I might have something to say to someone. But nothing about someone.

And in that nothing, there is no one remaining to say anything.

Just this, noticing itself.

A playful humor -- noticing this seeing itself.

Sunday, March 01, 2020 here

 I don’t know if we have all been here before , but I sense it is a major accomplishment/realization to be here now.

So many attempts to catch our attention.

So simple a Gospel of kindness. A Dhammapada of attentive presence. A Koran of devotion. A Tanakh of justice. A Tao Te Ching of harmony. An Analects of benevolence. A Bhagavad-Gita of duty. A Upanishad Vedanta of non-duality.
Moksha is the liberation from the cycle of death and rebirth known as samsara. As such, moksha is the ultimate goal of Hindu religious practice. The believer achieves moksha through self-realization. According to the Advaita (non-dual) school of Hindu thought, this self-realization comes through the recognition that one’s atman (self) is one and the same as Brahman—the pure, absolute reality comprising the entire universe. In the Dvaita (dualistic) school of thought, true self-realization comes through attaining a loving union with the Supreme Being, often manifested in the form of a god such as Vishnu, while maintaining one’s own existential uniqueness. Advaita Hindus emphasize meditation and thoughtful action in achieving moksha, while Dvaita Hindus emphasize loving worship and devotion to a deity. 
As the goal of all existence, moksha is the ultimate purpose behind Hindu religious beliefs and practices and is conceptually a form of Hindu salvation/liberation. Moksha is an important element in all faith traditions of Indian origin. The Buddhist view of nirvana, the state of liberation from suffering, is similar to moksha, and Hindus view nirvana as the state a person enters into after achieving moksha. Jainism shares the Hindu view of moksha with the caveat that all karmas, even good, must be annihilated prior to attaining moksha since karma necessitates consequences. In Sikhism, moksha is known as mukti and is largely similar to the Hindu Dvaita conception of moksha.
(—The Berkeley Center for Religion, Peace, and World Affairs, Georgetown University, Moksha)
We are invited to be here-with.
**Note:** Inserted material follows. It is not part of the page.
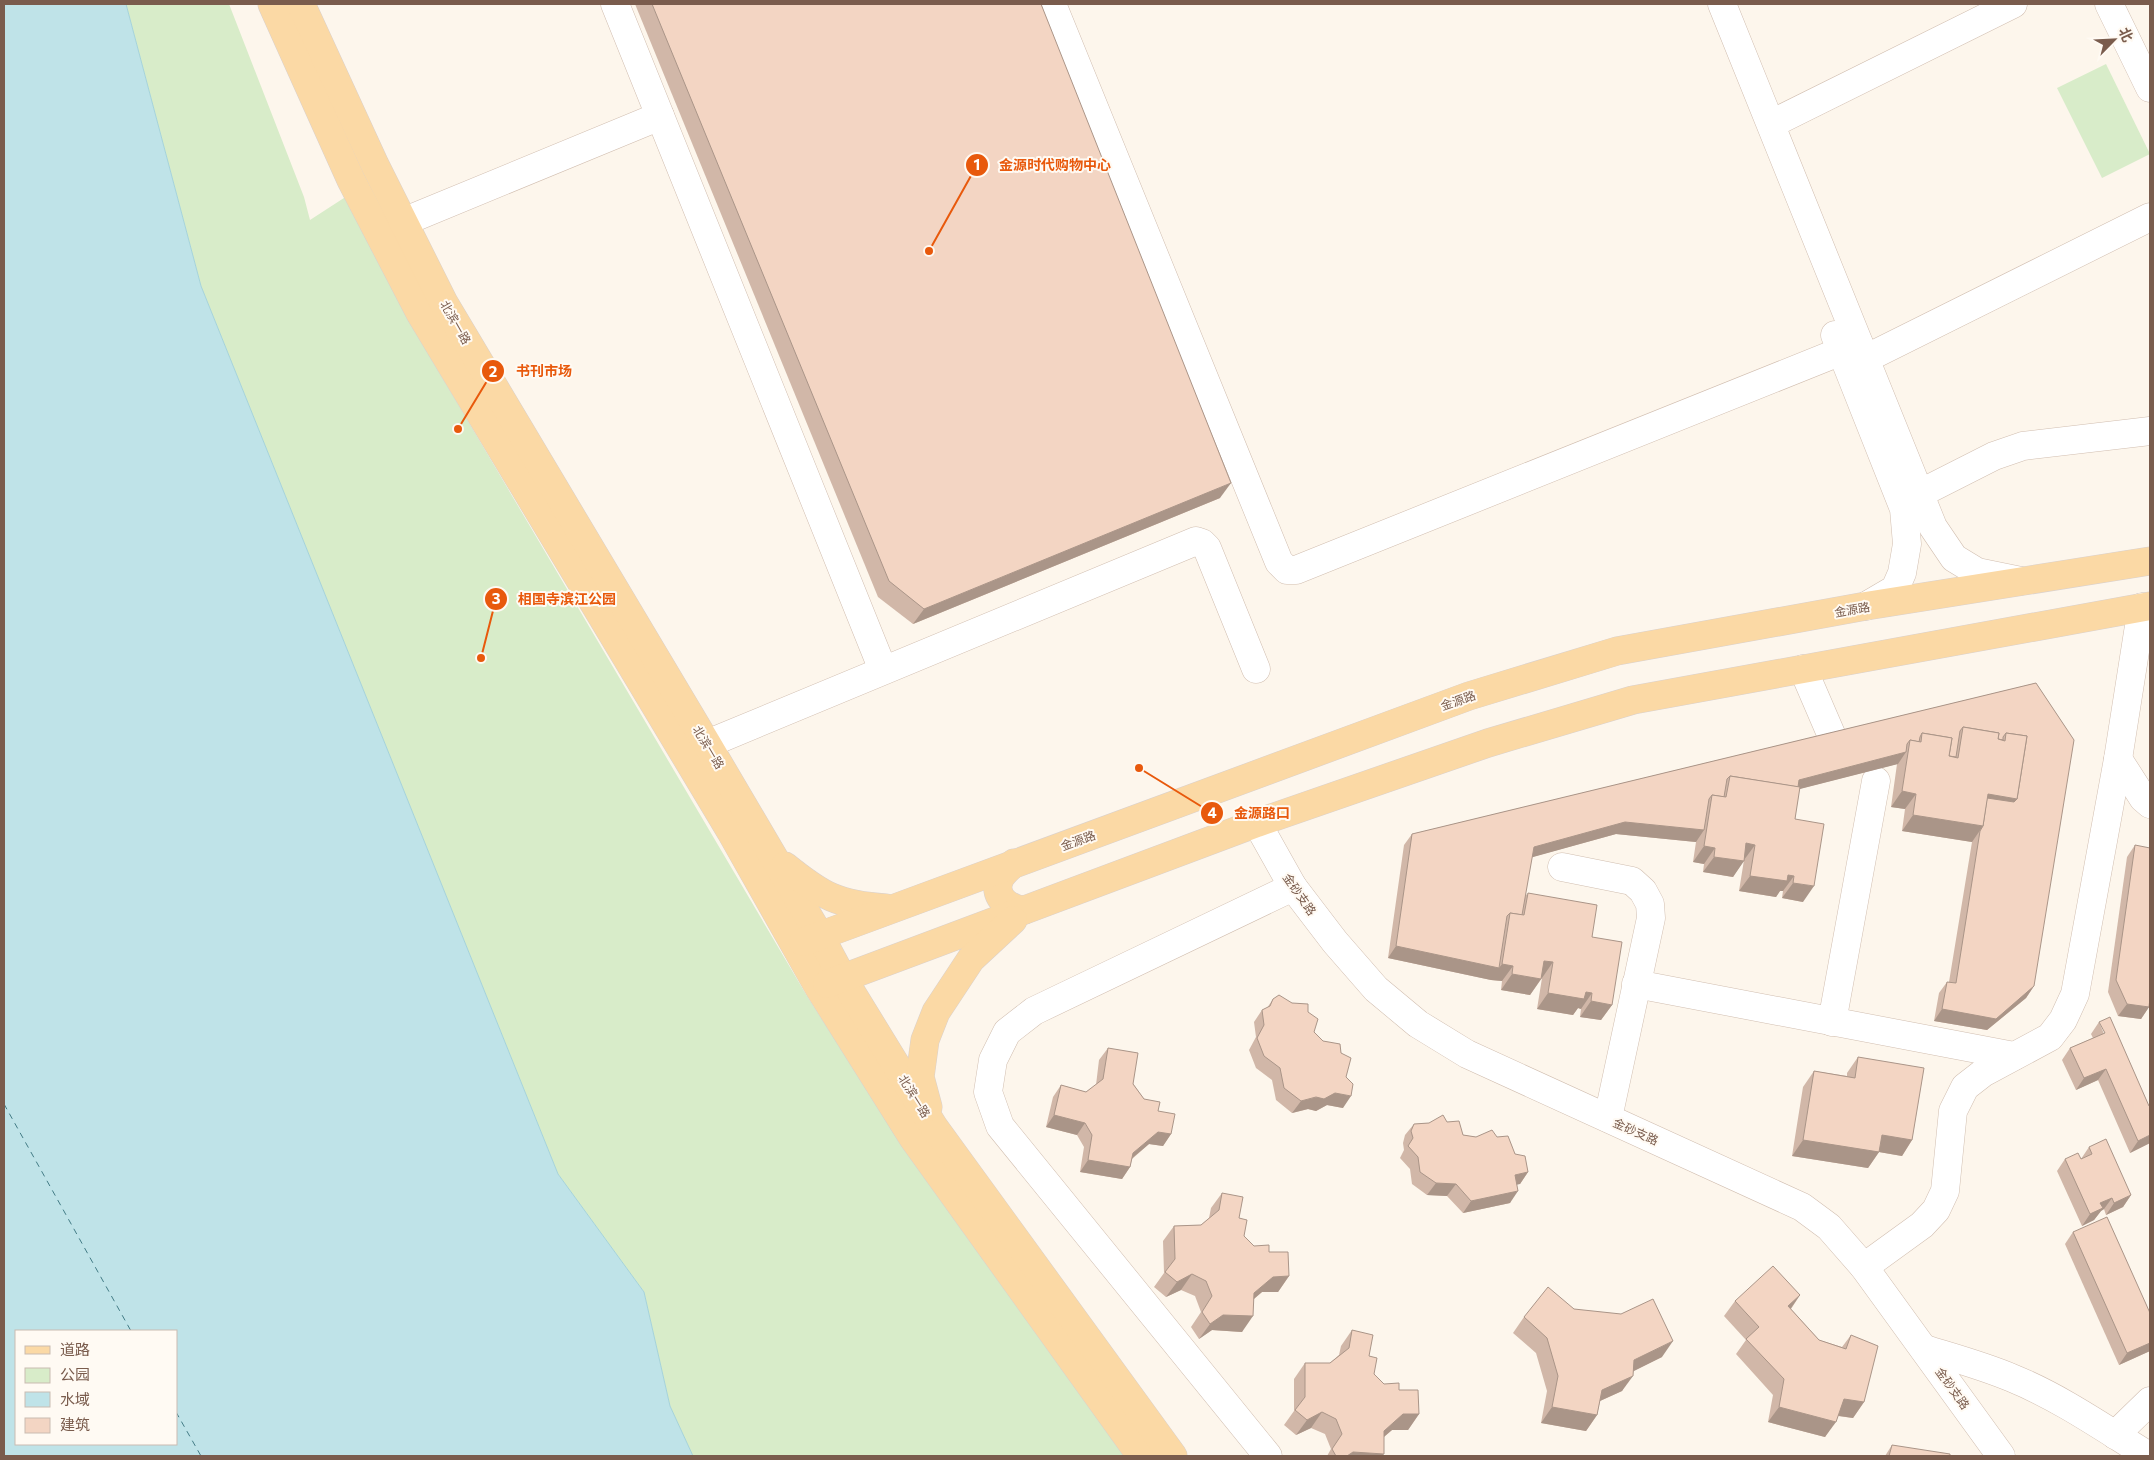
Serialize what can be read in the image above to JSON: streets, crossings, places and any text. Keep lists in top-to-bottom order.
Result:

If not, we become there-without.

Perhaps this is the call of Being inviting our Human response -- to care.

It is Lent in the Christian metaphor.

Do we care?

non dimenticar

If I die from the covid19 virus, I’d dedicate my body to the president. Science, of course, is false. The president would know what to do with my lifeless remains.

I feel confident this administration has the pandemic under control. By keeping Mexicans in Mexico the United States defeats moral turpitude and pesky death.

In this comic book age of parody personalities we are blest to have a genuine faux-presidency no comedy writer could have created. Know-nothing but expert-in-everything, bluster and braggadocio spread over every inch of the country’s goofy attention span.

And the faithful? The singing choir of daily communicants at the altar of inaccuracy and blatant lies, these red-hatted congregations attend rally after rally cheering inanity and insanity with a fervor once reserved for mob attendance at crucifixions and lynchings.

It doesn’t bother me that depravity masquerades as loyalty and perversity preaches self-delusion to audiences of rabid cultists who willingly sip poison to prove their undying devotion to a self-admitted charlatan pretending to be president in his own delusional reality show.

I like this man.

He is everything I experienced in Bensonhurst schoolyards and pool halls and beer joints and sandlots. Arrogance backed by fists and pomposity propped by backup crews holding some poor fish while the tough guy pummeled him without fear of reprisal.

Cheap mastery without achieving anything.

But enough about me.

I wonder how the king is doing tonight.

There is nothing I can say about another that isn’t also true about me.

I am embarrassed, profoundly.

I will not publish this.

Who would be so foolish?

Surely such guilty admissions cannot stand the light of day!

Do not forget me. I won’t forget you.